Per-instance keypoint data

━━━━

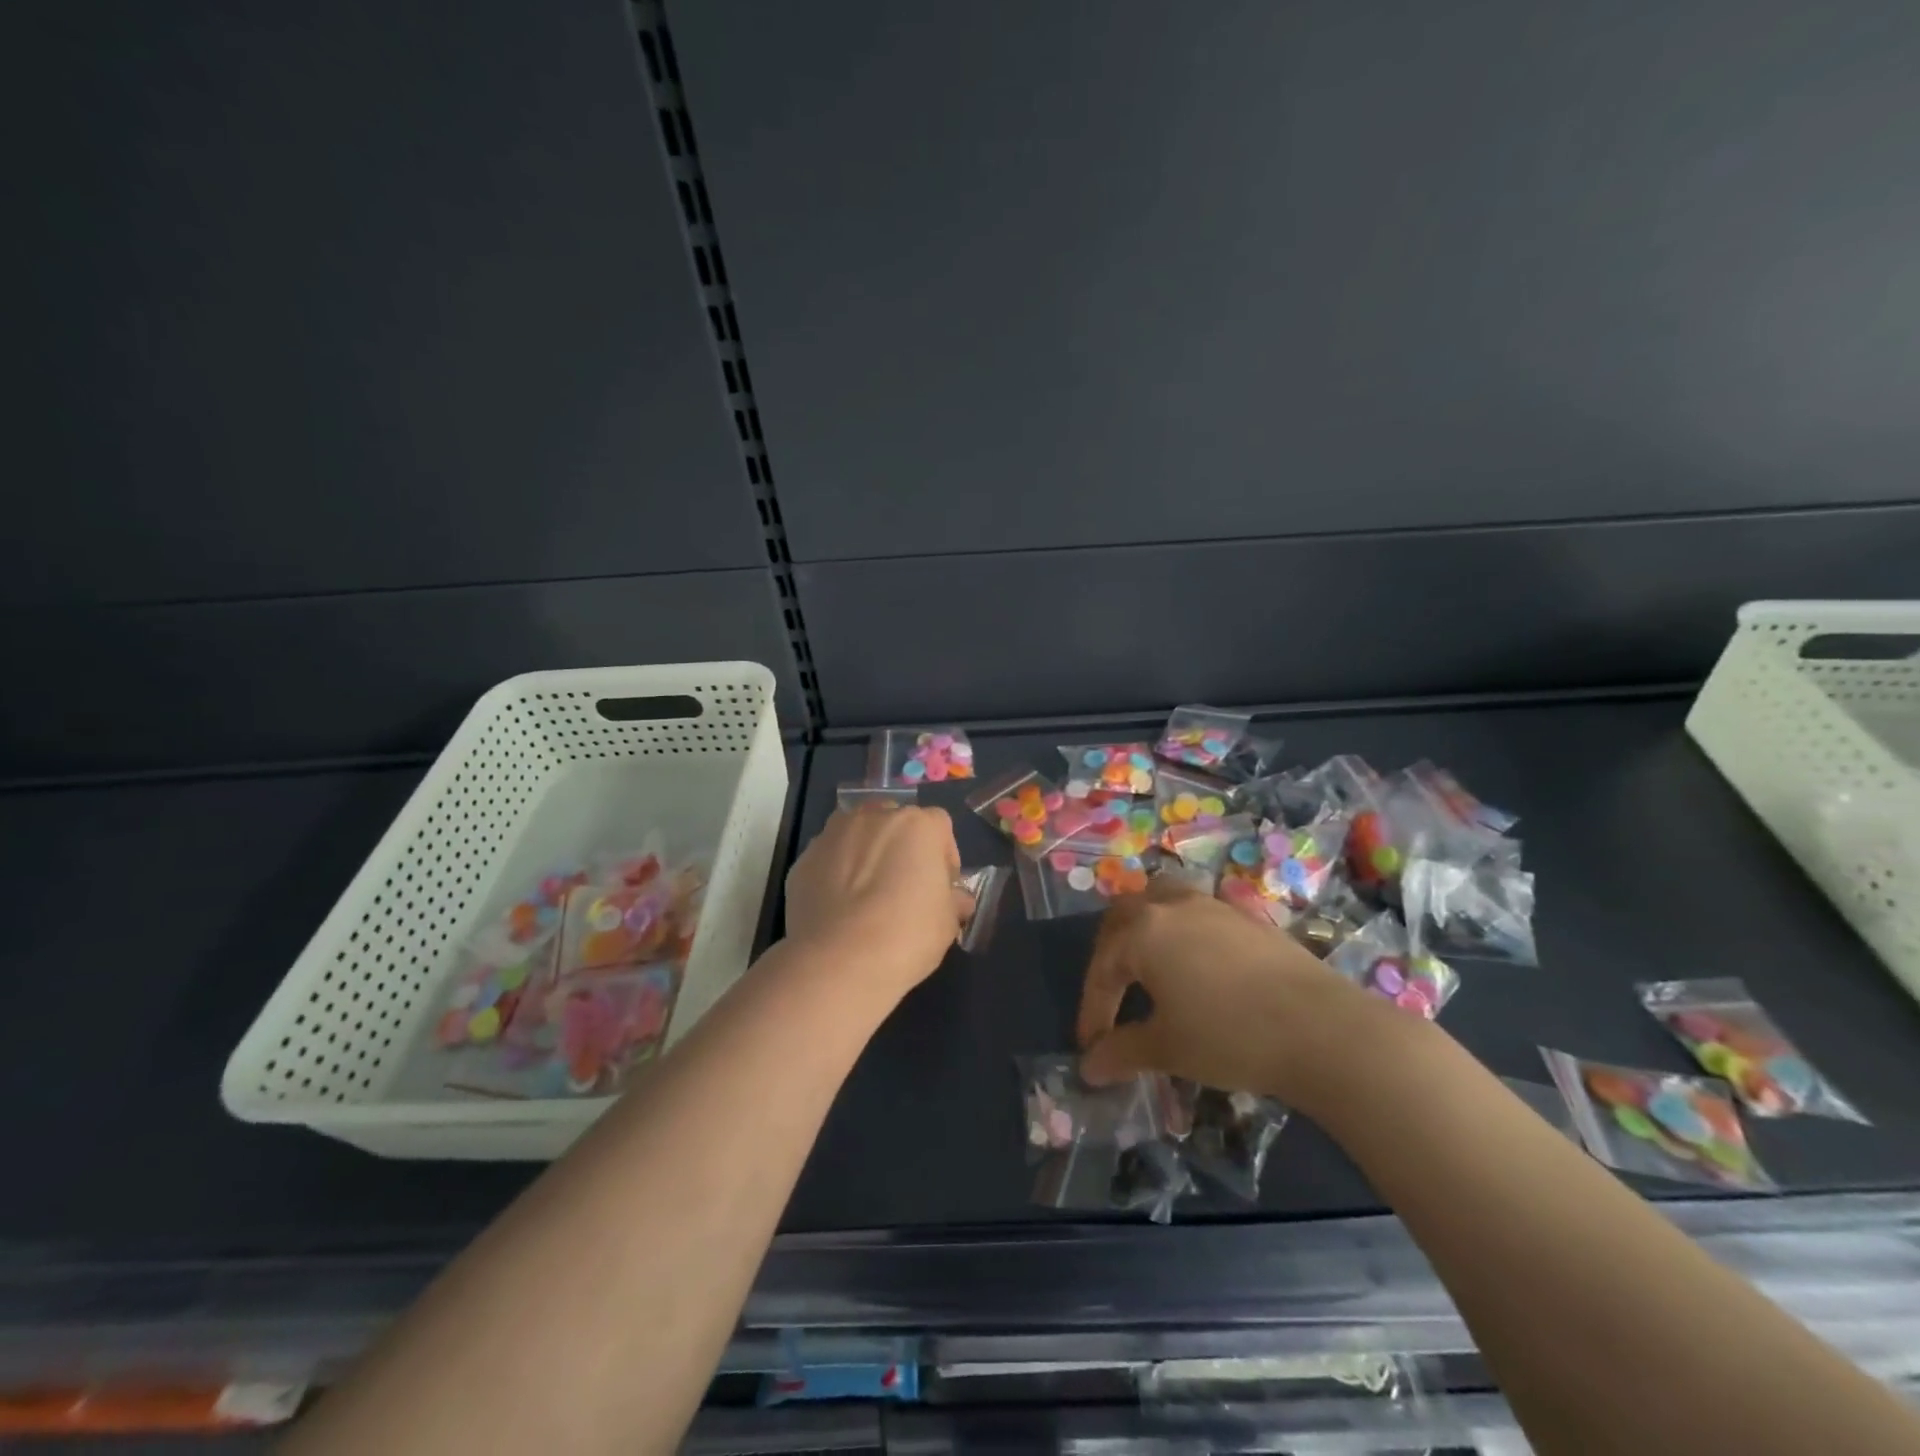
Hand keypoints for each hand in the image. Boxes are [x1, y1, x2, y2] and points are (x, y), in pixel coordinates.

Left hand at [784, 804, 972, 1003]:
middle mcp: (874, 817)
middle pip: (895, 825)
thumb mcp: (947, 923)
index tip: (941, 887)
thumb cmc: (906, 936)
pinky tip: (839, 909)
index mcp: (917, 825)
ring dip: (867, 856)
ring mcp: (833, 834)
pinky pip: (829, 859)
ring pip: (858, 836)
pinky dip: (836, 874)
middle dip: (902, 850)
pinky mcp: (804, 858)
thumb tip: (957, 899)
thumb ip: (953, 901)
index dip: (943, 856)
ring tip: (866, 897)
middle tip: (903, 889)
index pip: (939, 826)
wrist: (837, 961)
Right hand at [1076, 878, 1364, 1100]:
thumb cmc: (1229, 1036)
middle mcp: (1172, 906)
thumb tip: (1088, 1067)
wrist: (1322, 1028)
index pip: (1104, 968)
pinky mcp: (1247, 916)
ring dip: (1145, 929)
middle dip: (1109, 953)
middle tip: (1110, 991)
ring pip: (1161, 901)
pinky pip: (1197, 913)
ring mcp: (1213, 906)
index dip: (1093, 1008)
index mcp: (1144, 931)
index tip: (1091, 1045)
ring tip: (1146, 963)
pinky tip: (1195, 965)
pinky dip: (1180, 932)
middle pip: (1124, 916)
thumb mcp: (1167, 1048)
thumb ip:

━━━━

• _WORK ITEM_
Reproduce the data above in full, exactly, with the images removed.

• _PROBLEM SOLUTION_
Hand keypoints for each hand in the image. Boxes are [x1, y1, x2, y2] and points are (x, y), in pixel coordinates.

Left hand at [784, 804, 972, 1003]:
middle mcp: (874, 817)
middle pip: (895, 825)
thumb mcp: (947, 923)
index tip: (941, 887)
thumb cmc: (906, 936)
pinky tip: (839, 909)
index mcp: (917, 825)
ring dip: (867, 856)
ring mcp: (833, 834)
pinky pip: (829, 859)
ring pip: (858, 836)
pinky dip: (836, 874)
middle dip: (902, 850)
pinky mcp: (804, 858)
thumb tip: (957, 899)
thumb ip: (953, 901)
index dip: (943, 856)
ring tip: (866, 897)
middle tip: (903, 889)
index pip: (939, 826)
wrist: (837, 961)
Right hand at [1076, 878, 1364, 1100]:
thumb cmc: (1229, 1036)
middle mcp: (1172, 906)
thumb tip: (1088, 1067)
wrist: (1322, 1028)
index pip: (1104, 968)
pinky mcp: (1247, 916)
ring dip: (1145, 929)
middle dip: (1109, 953)
middle tip: (1110, 991)
ring pip: (1161, 901)
pinky pip: (1197, 913)
ring mcp: (1213, 906)
index dip: (1093, 1008)
index mcp: (1144, 931)
index tip: (1091, 1045)
ring tip: (1146, 963)
pinky tip: (1195, 965)
pinky dip: (1180, 932)
middle pip: (1124, 916)
thumb mcp: (1167, 1048)
thumb ip:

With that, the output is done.